Sur le vif - Dimanche 23.06.24 - 17.37h
Loin de moi l'idée d'entamer une carrière d'étrangleur, mais je veux, une fois pour toutes, tordre le cou à cette scandaleuse distorsion d'un mot, depuis quelques années, sur les chaînes privées françaises : le mot "chroniqueur".
François Mauriac, dans le Figaro, puis dans l'Express, était un chroniqueur. Dans une colonne plutôt brève, appelée "Bloc-Notes", il déboulait, croquait un sujet de son choix, brillait par sa plume, sa cruauté, et même un humour qui n'apparaît pas, en première lecture, dans ses romans. Il était en décalage avec le reste du journal, il faisait un court numéro, étincelait, puis tirait sa révérence. On aimait on non, c'était Mauriac. Et surtout, c'était une chronique.
De même, la chronique radio, dense, limitée dans le temps (plus elle est courte, ciselée, meilleure elle est), vous offre l'irruption d'une voix, un timbre, un tempérament. On surgit, à 07.20h du matin par exemple, on ne s'éternise surtout pas, on s'éclipse. Cela aussi, c'est une chronique.
J'en viens au dévoiement du terme, aujourd'hui. Ce que les surexcités parisiens des chaînes privées, toutes orientations politiques confondues (donc celles de la droite dure, comme les autres, j'insiste sur ce point), ont le culot d'appeler "chroniqueurs", n'a strictement plus rien à voir avec la sublime intervention d'un soliste dans un concerto ou une symphonie, celle que l'on retiendra plus que le concert lui-même.
Non, les prétendus "chroniqueurs" à la mode parisienne ne sont que des meutes, toujours recommencées, d'impénitents bavards. Leur existence précède l'essence de l'émission, c'est très Saint-Germain au fond : par nature, il sont là, le thème suit. L'émission, on la construit autour d'eux, et non autour de la primauté d'un sujet. La bande de bavards est là, par définition, elle fait tapisserie.
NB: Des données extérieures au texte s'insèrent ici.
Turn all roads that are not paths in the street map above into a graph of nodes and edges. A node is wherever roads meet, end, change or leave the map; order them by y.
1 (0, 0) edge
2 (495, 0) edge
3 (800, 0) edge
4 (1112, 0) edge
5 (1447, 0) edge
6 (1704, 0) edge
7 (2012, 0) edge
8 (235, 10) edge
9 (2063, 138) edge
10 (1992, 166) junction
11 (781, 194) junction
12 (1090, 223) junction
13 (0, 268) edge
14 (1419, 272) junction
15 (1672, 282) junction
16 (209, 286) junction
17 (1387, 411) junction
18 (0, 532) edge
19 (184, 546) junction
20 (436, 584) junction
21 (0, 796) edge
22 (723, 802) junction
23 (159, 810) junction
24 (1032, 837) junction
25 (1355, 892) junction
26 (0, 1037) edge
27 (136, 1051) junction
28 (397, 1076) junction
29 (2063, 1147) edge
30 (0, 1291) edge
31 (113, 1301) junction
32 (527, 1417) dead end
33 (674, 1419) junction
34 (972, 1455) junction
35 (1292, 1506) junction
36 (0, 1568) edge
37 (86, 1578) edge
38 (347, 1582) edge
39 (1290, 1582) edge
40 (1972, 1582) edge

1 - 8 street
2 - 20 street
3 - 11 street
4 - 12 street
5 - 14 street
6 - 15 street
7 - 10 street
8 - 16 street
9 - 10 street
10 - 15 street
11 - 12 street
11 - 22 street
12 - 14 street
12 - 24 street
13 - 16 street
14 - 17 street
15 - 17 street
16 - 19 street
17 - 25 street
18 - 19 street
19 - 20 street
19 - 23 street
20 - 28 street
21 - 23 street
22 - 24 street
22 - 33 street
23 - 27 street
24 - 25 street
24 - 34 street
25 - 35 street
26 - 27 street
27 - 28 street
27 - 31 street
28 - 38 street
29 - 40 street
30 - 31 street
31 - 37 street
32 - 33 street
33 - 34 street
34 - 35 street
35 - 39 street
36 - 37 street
Et aura son mot à dire sur absolument tous les sujets du monde, l'important étant qu'elle ramène sa fraise, loin de toute idée de pertinence, ne parlons pas de compétence, ce sont là des mots d'un autre âge.
Dans ces émissions, on ne se fatigue même plus à inviter des politiques, un de droite, un de gauche, par exemple, dans l'idée de construire le débat démocratique sur l'antagonisme sémantique entre leurs positions. Non, on reste en famille. Entre "chroniqueurs". C'est moins fatiguant à préparer. Moins onéreux en frais de téléphone. Et tellement plus confortable, en termes de consanguinité.
Ce qui arrive à la France, ces jours, dans sa crise démocratique majeure, la vitrine recommencée de ces "chroniqueurs", gladiateurs d'un soir avec une bonne dose de ketchup, en est, à bien des égards, responsable. Voilà des années que le débat démocratique, compétent et bien posé, a cédé la place à des combats de coqs stériles. Il ne faut pas trop s'étonner, si l'image même de la politique, au sens le plus noble, celui d'Aristote, s'en trouve, pour longtemps, dévastée.